La jurisprudence estime en conséquence que cet entrepreneur, qui ne fournit pas la matière ni n’acquiert, par son intervention, la qualité de gardien de l’ouvrage, échappe aux régimes spéciaux édictés par les textes précités (Cass. 3e civ., 22 avr. 1971, n° 69-14.376 : Bull. civ. III, n° 253). Les tribunaux soumettent en effet l’entrepreneur non-gardien à la responsabilité contractuelle de droit commun (C. civ., art. 1231-1). Il en résulte que le propriétaire de l’ouvrage, cocontractant de l’entrepreneur, doit, pour obtenir réparation, prouver que ce dernier n’a pas ou a mal exécuté une obligation née du contrat de louage d’ouvrage. En outre, conformément à l’article 1231-3 du Code civil, la réparation due au propriétaire de l’ouvrage est limitée au préjudice qui était prévisible au moment de la conclusion du contrat. 

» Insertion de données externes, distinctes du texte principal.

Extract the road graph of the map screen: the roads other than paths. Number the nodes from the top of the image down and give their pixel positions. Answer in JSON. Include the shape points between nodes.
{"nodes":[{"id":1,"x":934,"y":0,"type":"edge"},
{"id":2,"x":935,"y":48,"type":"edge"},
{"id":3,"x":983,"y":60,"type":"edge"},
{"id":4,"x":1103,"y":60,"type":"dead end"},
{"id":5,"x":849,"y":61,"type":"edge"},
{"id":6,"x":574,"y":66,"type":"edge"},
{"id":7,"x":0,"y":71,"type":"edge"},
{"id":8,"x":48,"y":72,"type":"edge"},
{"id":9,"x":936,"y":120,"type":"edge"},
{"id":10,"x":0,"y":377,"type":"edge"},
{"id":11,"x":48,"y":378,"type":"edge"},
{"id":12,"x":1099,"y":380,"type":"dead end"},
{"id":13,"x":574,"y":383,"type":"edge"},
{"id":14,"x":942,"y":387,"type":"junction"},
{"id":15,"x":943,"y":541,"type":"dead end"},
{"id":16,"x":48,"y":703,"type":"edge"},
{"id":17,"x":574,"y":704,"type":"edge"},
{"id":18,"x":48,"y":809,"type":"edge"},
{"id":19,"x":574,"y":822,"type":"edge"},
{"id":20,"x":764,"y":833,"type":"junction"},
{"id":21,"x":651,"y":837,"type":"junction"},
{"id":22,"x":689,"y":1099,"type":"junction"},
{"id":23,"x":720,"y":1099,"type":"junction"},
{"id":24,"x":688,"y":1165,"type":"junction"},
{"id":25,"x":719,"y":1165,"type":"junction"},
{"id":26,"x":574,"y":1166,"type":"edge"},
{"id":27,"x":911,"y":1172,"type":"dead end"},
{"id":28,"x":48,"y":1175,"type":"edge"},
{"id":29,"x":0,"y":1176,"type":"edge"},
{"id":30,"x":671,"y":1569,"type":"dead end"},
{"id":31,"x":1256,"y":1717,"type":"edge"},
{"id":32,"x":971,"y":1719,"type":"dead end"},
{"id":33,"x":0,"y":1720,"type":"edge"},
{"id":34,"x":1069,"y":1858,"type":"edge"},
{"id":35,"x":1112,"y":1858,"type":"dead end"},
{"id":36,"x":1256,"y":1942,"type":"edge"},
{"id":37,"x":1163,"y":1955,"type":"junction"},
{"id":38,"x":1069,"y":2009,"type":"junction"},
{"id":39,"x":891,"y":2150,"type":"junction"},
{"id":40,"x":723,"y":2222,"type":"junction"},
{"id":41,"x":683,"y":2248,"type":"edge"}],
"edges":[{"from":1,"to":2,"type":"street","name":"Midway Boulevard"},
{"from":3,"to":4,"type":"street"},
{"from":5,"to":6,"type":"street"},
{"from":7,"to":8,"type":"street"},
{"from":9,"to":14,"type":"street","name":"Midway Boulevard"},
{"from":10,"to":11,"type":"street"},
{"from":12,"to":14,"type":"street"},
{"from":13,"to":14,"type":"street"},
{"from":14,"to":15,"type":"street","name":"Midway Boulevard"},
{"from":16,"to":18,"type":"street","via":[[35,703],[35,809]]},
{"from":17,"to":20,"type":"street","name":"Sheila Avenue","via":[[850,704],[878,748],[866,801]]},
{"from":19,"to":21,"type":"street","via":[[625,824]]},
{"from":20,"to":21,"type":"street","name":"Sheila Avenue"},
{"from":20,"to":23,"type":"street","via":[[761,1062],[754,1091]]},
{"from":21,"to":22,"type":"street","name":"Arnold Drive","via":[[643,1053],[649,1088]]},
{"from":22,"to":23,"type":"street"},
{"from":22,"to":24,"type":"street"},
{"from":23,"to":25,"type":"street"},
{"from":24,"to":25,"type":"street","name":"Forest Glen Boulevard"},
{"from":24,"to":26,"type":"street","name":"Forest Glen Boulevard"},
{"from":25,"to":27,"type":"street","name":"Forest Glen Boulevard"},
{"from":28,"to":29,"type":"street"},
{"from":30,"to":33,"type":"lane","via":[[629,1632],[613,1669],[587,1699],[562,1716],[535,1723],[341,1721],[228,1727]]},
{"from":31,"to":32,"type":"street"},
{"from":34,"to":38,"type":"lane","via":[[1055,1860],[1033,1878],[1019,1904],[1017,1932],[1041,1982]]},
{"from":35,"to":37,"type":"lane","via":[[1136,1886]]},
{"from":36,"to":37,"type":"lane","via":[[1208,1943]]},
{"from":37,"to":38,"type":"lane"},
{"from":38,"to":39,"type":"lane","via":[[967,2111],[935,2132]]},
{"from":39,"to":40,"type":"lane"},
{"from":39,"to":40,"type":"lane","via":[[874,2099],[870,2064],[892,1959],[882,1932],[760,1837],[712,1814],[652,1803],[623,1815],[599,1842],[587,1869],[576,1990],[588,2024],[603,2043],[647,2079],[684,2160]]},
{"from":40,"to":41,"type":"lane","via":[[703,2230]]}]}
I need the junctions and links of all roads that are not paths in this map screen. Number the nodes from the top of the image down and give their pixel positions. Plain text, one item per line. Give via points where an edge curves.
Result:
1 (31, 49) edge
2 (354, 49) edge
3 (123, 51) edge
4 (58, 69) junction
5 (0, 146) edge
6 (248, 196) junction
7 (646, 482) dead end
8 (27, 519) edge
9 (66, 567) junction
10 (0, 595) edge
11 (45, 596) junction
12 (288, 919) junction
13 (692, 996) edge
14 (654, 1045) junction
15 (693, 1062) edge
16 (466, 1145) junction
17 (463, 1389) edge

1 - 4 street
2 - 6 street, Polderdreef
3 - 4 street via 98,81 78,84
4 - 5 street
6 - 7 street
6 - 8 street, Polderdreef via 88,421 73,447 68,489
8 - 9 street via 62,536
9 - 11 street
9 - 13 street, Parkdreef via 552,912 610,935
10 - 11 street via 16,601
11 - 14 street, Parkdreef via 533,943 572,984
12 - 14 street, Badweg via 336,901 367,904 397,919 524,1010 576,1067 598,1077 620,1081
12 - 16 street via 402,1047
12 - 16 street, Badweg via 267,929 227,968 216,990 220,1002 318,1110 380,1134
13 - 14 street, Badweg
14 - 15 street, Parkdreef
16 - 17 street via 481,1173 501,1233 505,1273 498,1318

S’il ne peut mettre en jeu la responsabilité de l’entrepreneur quant à la perte non fautive de l’ouvrage, le maître de l’ouvrage peut-il en revanche lui refuser la rémunération convenue ? L’article 1218, alinéa 2, du Code civil énonce que « si l’empêchement [d’exécuter le contrat] est définitif, le contrat est résolu de plein droit et les parties sont libérées de leurs obligations ». La perte fortuite de l’ouvrage sur lequel devait travailler l’entrepreneur (non fautif) faisant disparaître l’objet du contrat, cette perte rend impossible l’exécution du louage d’ouvrage et libère corrélativement le cocontractant de son obligation au paiement de la rémunération. La solution est certaine pour la rémunération du travail non encore réalisé au moment de la perte. En revanche, le sort du travail effectué avant la perte est plus douteux, car le contrat a partiellement été exécuté, ce qui justifierait, à notre sens, l’obtention d’une rémunération au prorata des travaux réalisés avant la survenance des dommages empêchant la poursuite de ceux-ci.